**Try it:**
I'd like the listing below copied exactly, with the images left out.

[Opening Material for this task section]

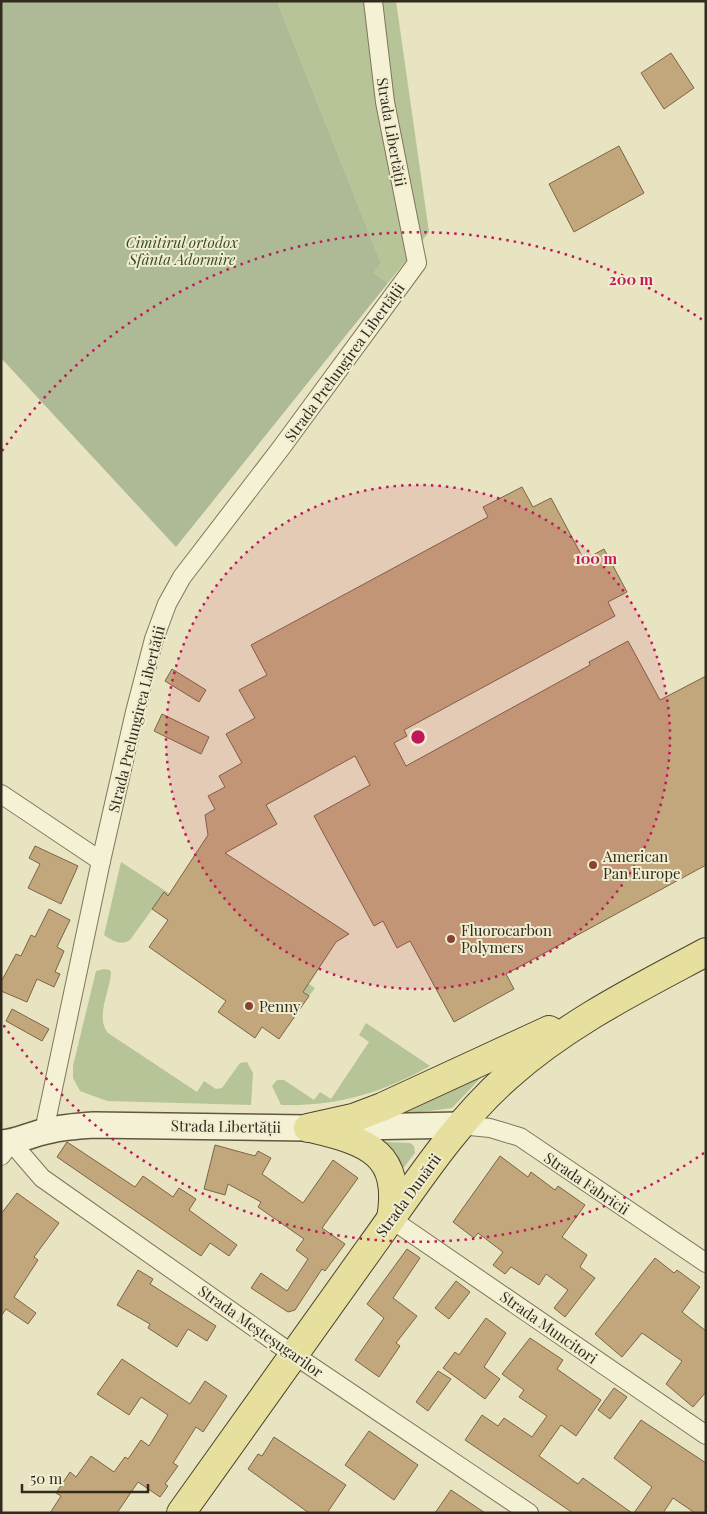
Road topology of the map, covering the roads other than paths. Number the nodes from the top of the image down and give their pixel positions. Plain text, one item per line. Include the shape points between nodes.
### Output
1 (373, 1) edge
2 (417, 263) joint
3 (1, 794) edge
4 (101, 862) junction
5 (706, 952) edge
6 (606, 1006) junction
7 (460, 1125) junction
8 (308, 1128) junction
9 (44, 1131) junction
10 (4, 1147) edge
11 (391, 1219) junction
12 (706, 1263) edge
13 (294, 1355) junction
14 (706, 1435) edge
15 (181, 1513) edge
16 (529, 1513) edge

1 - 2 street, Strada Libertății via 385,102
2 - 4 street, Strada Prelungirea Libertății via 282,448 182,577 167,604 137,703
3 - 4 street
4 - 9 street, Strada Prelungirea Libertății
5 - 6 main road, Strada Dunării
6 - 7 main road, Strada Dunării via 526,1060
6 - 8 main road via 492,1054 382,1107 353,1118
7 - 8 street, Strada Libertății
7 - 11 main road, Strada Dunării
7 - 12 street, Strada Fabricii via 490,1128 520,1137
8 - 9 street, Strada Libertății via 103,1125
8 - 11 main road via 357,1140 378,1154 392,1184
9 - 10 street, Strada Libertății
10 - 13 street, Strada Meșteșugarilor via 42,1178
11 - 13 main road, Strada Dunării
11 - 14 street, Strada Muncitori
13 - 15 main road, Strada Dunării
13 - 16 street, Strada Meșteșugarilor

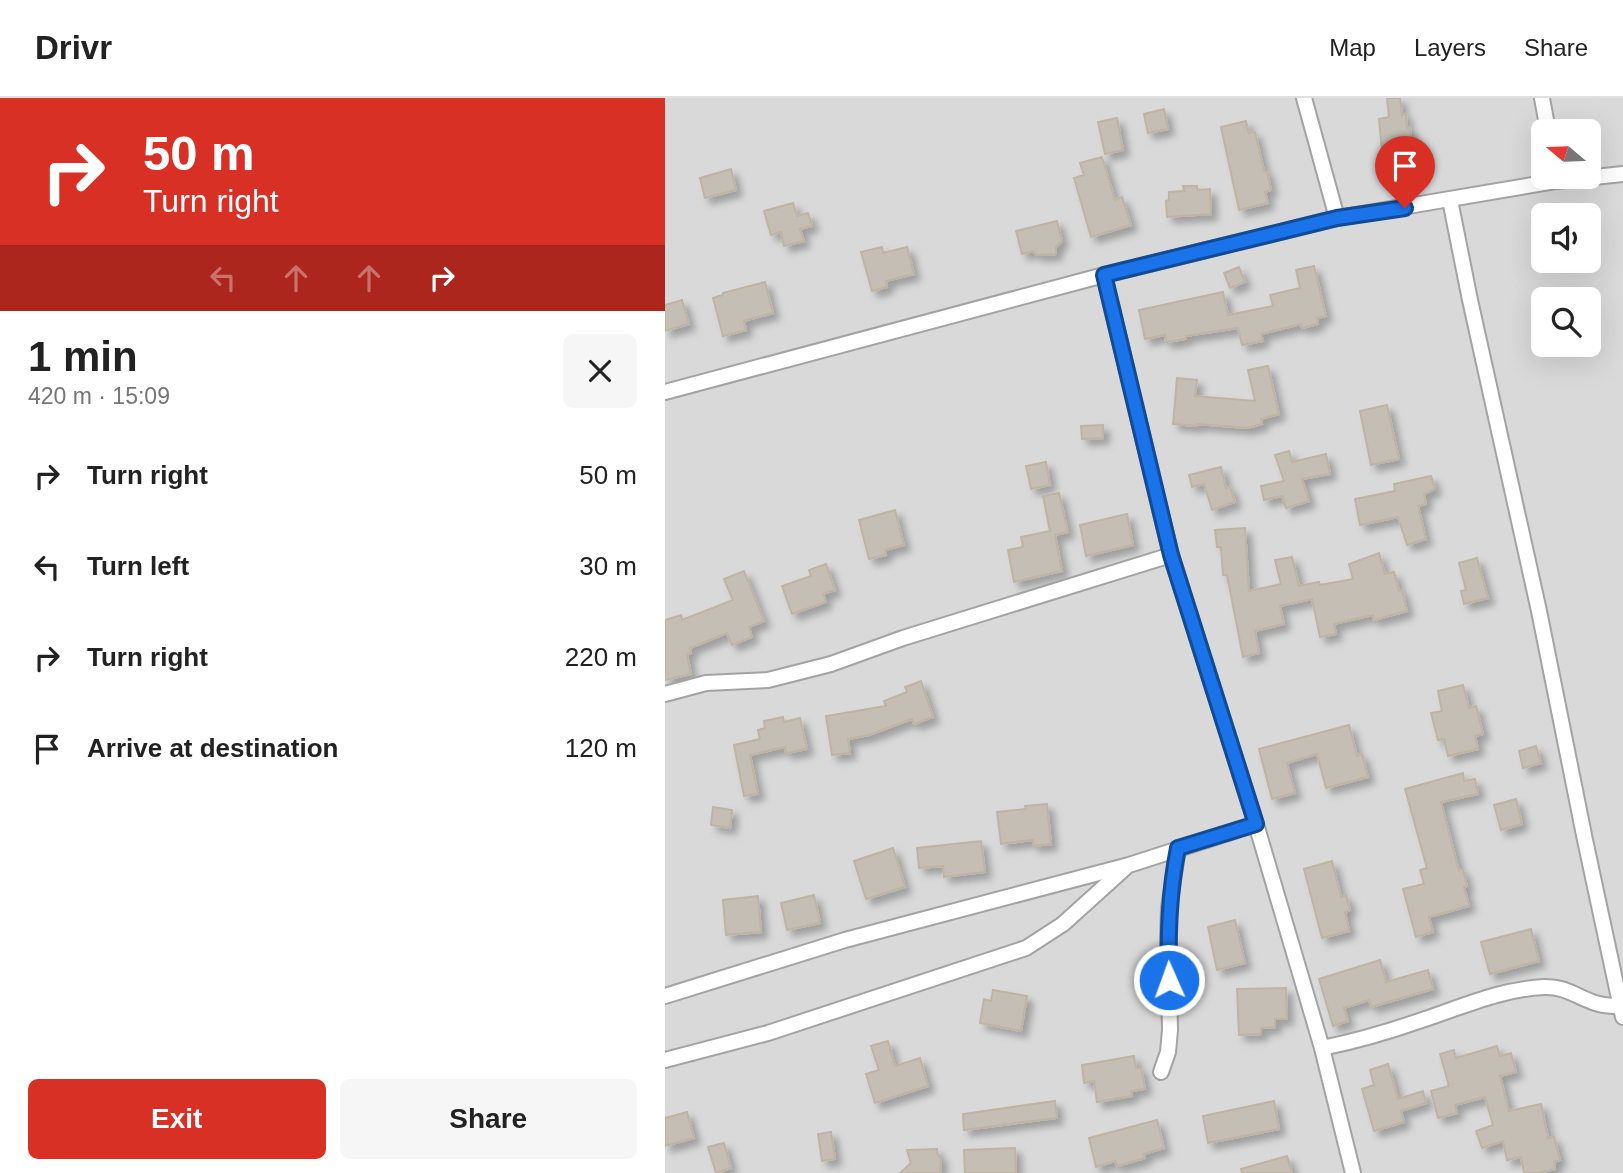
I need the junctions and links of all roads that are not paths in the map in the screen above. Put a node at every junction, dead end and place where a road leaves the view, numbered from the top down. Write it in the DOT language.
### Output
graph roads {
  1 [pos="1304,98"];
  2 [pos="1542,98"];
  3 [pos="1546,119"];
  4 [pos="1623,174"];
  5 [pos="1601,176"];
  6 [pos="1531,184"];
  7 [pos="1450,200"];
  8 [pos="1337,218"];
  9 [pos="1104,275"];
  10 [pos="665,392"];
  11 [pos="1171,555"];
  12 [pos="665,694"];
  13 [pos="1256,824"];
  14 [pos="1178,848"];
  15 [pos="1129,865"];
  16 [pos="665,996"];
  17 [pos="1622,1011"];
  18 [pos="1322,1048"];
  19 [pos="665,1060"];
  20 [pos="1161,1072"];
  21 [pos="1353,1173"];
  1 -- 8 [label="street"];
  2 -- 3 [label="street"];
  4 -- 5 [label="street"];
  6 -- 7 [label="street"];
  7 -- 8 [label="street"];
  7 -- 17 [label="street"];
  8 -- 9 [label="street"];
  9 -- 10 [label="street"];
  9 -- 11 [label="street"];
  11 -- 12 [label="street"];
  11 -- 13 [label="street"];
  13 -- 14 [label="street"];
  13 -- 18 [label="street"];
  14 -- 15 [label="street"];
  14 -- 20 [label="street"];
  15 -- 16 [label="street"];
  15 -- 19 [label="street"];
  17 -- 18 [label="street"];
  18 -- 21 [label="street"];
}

[Closing Material for this task section]

**Reply:**
Road topology of the map, covering the roads other than paths. Number the nodes from the top of the image down and give their pixel positions. Plain text, one item per line. Include the shape points between nodes.
### Output
1 (373, 1) edge
2 (417, 263) joint
3 (1, 794) edge
4 (101, 862) junction
5 (706, 952) edge
6 (606, 1006) junction
7 (460, 1125) junction
8 (308, 1128) junction
9 (44, 1131) junction
10 (4, 1147) edge
11 (391, 1219) junction
12 (706, 1263) edge
13 (294, 1355) junction
14 (706, 1435) edge
15 (181, 1513) edge
16 (529, 1513) edge

1 - 2 street, Strada Libertății via 385,102
2 - 4 street, Strada Prelungirea Libertății via 282,448 182,577 167,604 137,703
3 - 4 street
4 - 9 street, Strada Prelungirea Libertății
5 - 6 main road, Strada Dunării
6 - 7 main road, Strada Dunării via 526,1060
6 - 8 main road via 492,1054 382,1107 353,1118
7 - 8 street, Strada Libertății
7 - 11 main road, Strada Dunării
7 - 12 street, Strada Fabricii via 490,1128 520,1137
8 - 9 street, Strada Libertății via 103,1125
8 - 11 main road via 357,1140 378,1154 392,1184
9 - 10 street, Strada Libertății
10 - 13 street, Strada Meșteșugarilor via 42,1178
11 - 13 main road, Strada Dunării
11 - 14 street, Strada Muncitori
13 - 15 main road, Strada Dunării
13 - 16 street, Strada Meșteșugarilor

I need the junctions and links of all roads that are not paths in the map in the screen above. Put a node at every junction, dead end and place where a road leaves the view, numbered from the top down. Write it in the DOT language.
### Output
graph roads {
  1 [pos="1304,98"];
  2 [pos="1542,98"];
  3 [pos="1546,119"];
  4 [pos="1623,174"];
  5 [pos="1601,176"];
  6 [pos="1531,184"];
  7 [pos="1450,200"];
  8 [pos="1337,218"];
  9 [pos="1104,275"];
  10 [pos="665,392"];
  11 [pos="1171,555"];
  12 [pos="665,694"];
  13 [pos="1256,824"];
  14 [pos="1178,848"];
  15 [pos="1129,865"];
  16 [pos="665,996"];
  17 [pos="1622,1011"];
  18 [pos="1322,1048"];
  19 [pos="665,1060"];
  20 [pos="1161,1072"];
  21 [pos="1353,1173"];
  1 -- 8 [label="street"];
  2 -- 3 [label="street"];
  4 -- 5 [label="street"];
  6 -- 7 [label="street"];
  7 -- 8 [label="street"];
  7 -- 17 [label="street"];
  8 -- 9 [label="street"];
  9 -- 10 [label="street"];
  9 -- 11 [label="street"];
  11 -- 12 [label="street"];
  11 -- 13 [label="street"];
  13 -- 14 [label="street"];
  13 -- 18 [label="street"];
  14 -- 15 [label="street"];
  14 -- 20 [label="street"];
  15 -- 16 [label="street"];
  15 -- 19 [label="street"];
  17 -- 18 [label="street"];
  18 -- 21 [label="street"];
}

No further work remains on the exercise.